After a short interval, the banker's receipts are taken in exchange for scrip; on which occasion the scrip-receivers require to sign a bond, engaging to pay up the whole amount of the shares which the scrip represents. The scrip is a piece of paper, resembling a bank cheque; and each is usually a voucher for five shares. Before the issue of the scrip, the gambling on the stock has perhaps been carried on to a great extent. Sometimes engagements are made to supply scrip far beyond what will be issued; and in this case the price rapidly rises, enriching certain knowing parties, and ruining those who have acted without the requisite caution.
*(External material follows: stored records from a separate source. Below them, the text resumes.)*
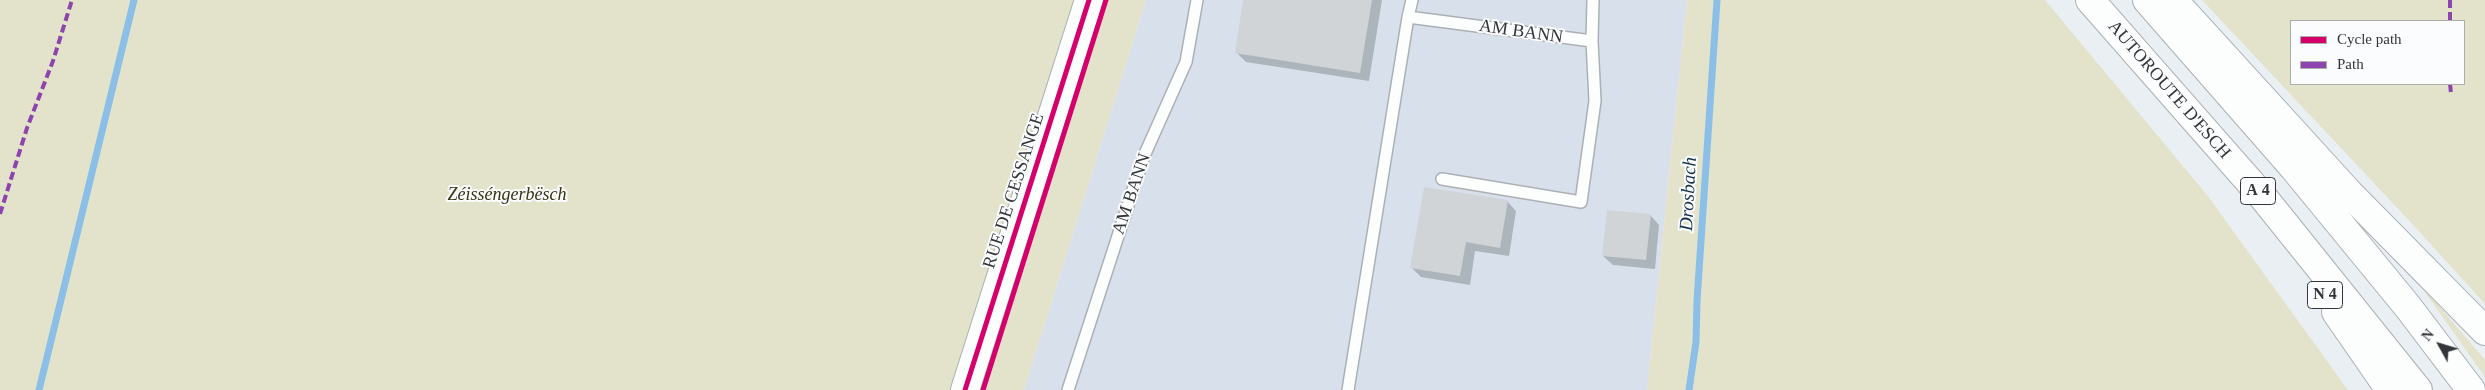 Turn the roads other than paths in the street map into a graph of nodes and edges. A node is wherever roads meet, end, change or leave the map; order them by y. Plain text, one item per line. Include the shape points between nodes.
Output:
1 (1089, 0) edge
2 (1196, 0) edge
3 (1412, 0) edge
4 (1593, 0) edge
5 (2090, 0) edge
6 (2147, 0) edge
7 (2173, 0) edge
8 (1408, 17) junction
9 (1592, 41) junction
10 (1442, 180) dead end
11 (2263, 197) junction
12 (2485, 331) edge
13 (965, 390) edge
14 (1068, 390) edge
15 (1348, 390) edge
16 (2390, 390) edge
17 (2418, 390) edge
18 (2470, 390) edge

1 - 13 main road, RUE DE CESSANGE
2 - 14 lane, AM BANN via 1186,62 1144,156
3 - 8 lane
4 - 9 lane
5 - 11 main road, AUTOROUTE D'ESCH / A 4
6 - 18 main road, A 4 via 2300,176 2408,307
7 - 12 main road via 2349,193
8 - 9 lane, AM BANN
8 - 15 lane
9 - 10 lane via 1595,101 1581,202
11 - 16 main road, N 4 via 2335,311
11 - 17 main road, AUTOROUTE D'ESCH / A 4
After the issue of the scrip, the gambling continues; and according as rumour or whim suggests, the stock rises and falls. Parties interested take care to propagate the most glowing statements as to the bill for the company getting the sanction of parliament; and, in short, no pains are spared to deceive the unwary, or at least to exaggerate every possible advantage. The mischief does not end here; nearly all the landholders through whose property the line goes, require to be bought over to the cause; and thus enormous sums in name of parliamentary expenses are incurred. The mania of buying shares in the concern comes to an end by loss of the bill, by a sudden languidness in the money market, or some other circumstance. Not an uncommon accelerating cause of stoppage, is a call on the holders of stock to pay a second deposit per share, a thing which few are inclined to do, even at the risk of forfeiting what has already been paid. Now occurs what is called a panic. Everybody wants to sell, but nobody wishes to buy; and down goes the price of the shares to par (their original issued value), or greatly below it. Many thousands of persons, the unfortunate last holders, are of course ruined.
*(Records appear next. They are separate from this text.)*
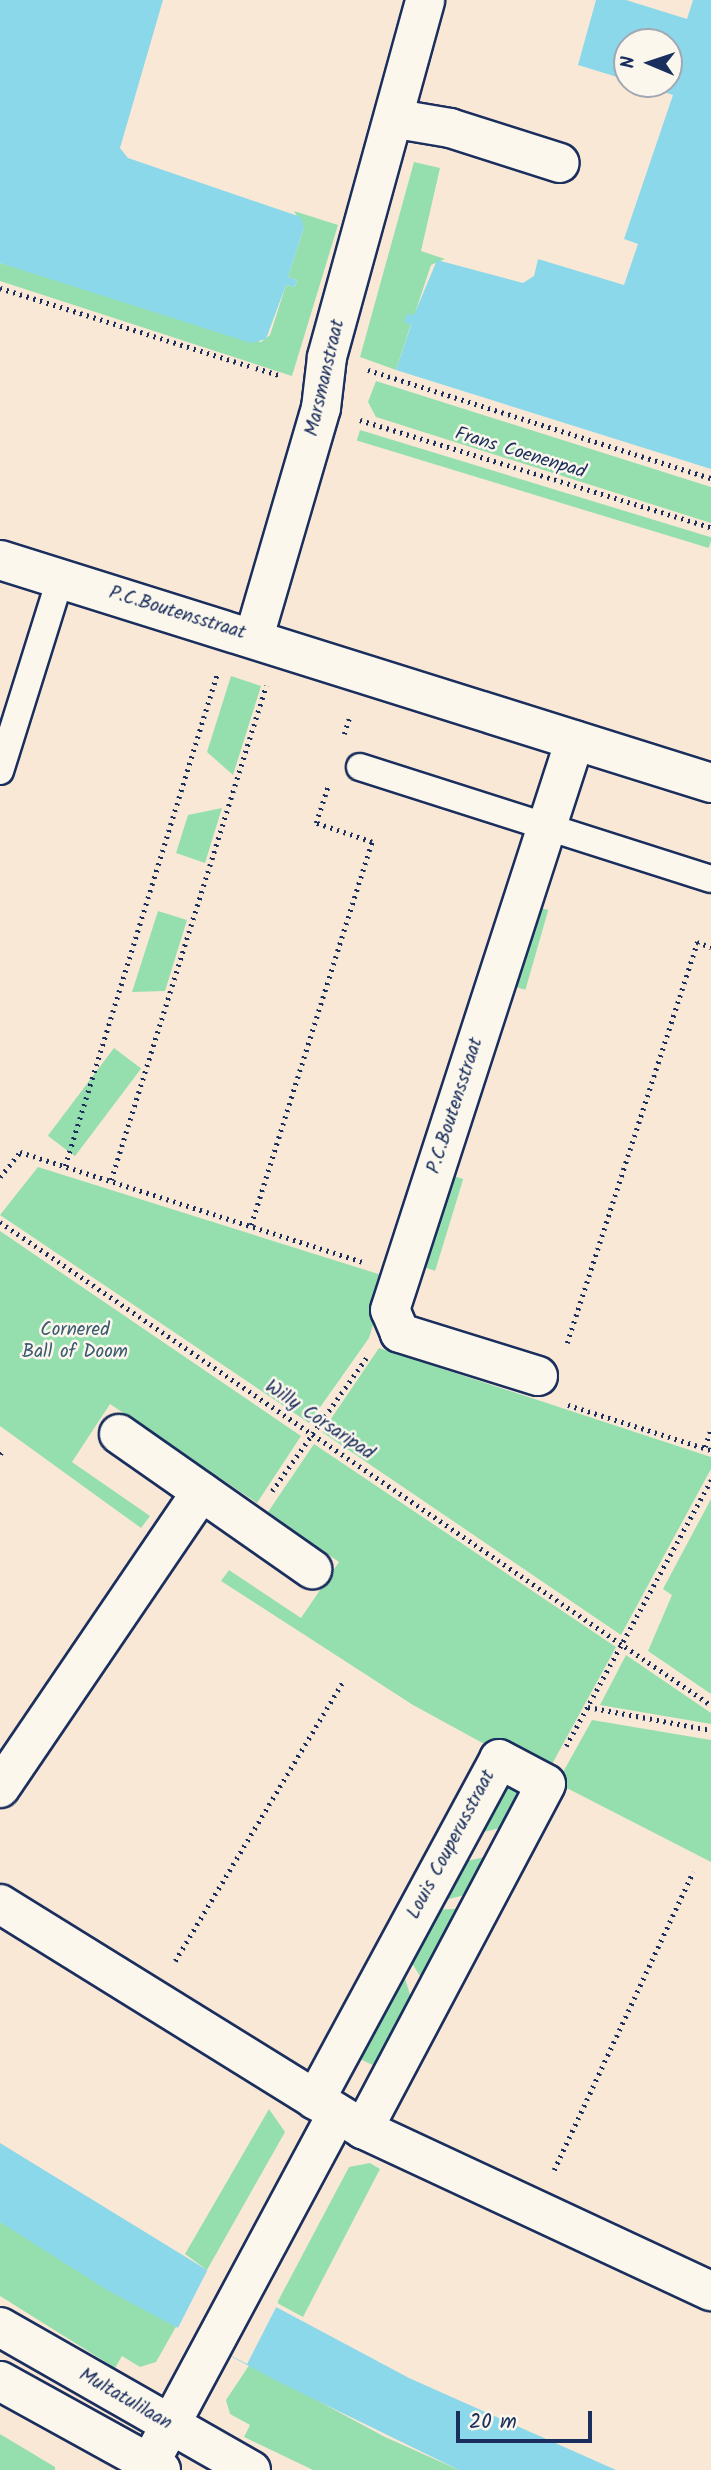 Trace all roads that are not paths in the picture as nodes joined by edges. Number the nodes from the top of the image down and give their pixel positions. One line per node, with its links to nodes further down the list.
1 (425, 0): 2 (street, Marsmanstraat)
2 (397, 119): 3 (street); 6 (street, Marsmanstraat)
3 (561, 163)
4 (0, 560): 5 (street, P.C.Boutensstraat)
5 (60, 579): 6 (street, P.C.Boutensstraat); 9 (lane)
6 (255, 637): 7 (street, P.C.Boutensstraat)
7 (575, 740): 10 (street, P.C.Boutensstraat); 11 (street, P.C.Boutensstraat)
8 (360, 766): 11 (lane)
9 (0, 771)
10 (711, 783)
11 (547, 828): 12 (lane); 13 (street, P.C.Boutensstraat)
12 (711, 879)
13 (546, 1378)
14 (119, 1434): 15 (street)
15 (201, 1492): 16 (street); 17 (street)
16 (312, 1569)
17 (0, 1788)
18 (0, 1904): 19 (street)
19 (338, 2114): 19 (street, Louis Couperusstraat); 20 (street); 23 (street, Louis Couperusstraat)
20 (711, 2291)
21 (0, 2327): 23 (street, Multatulilaan)
22 (0, 2381): 24 (street)
23 (167, 2425): 24 (street, Louis Couperusstraat); 25 (street, Multatulilaan)
24 (152, 2468)
25 (251, 2470)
Calmly considered, a share-speculation mania is, to all intents and purposes, gambling. Every one tries to take advantage of another's weakness, or avarice, with a view to gain. The whole thing is a deceptive make-believe. Falsehoods and specious rumours are circulated to maintain the delusion. No one cares for the fate of his neighbour. Each basely regards only his own benefit or safety; and knowing that the bubble is about to burst, if not already exploded, he hastens to sell out, and leave those who are still in ignorance of the fact to be ruined in his stead. All this is immoral; it is dishonest; and worthy only of being classed with cheating at cards, or any other dishonourable method of playing at games of chance.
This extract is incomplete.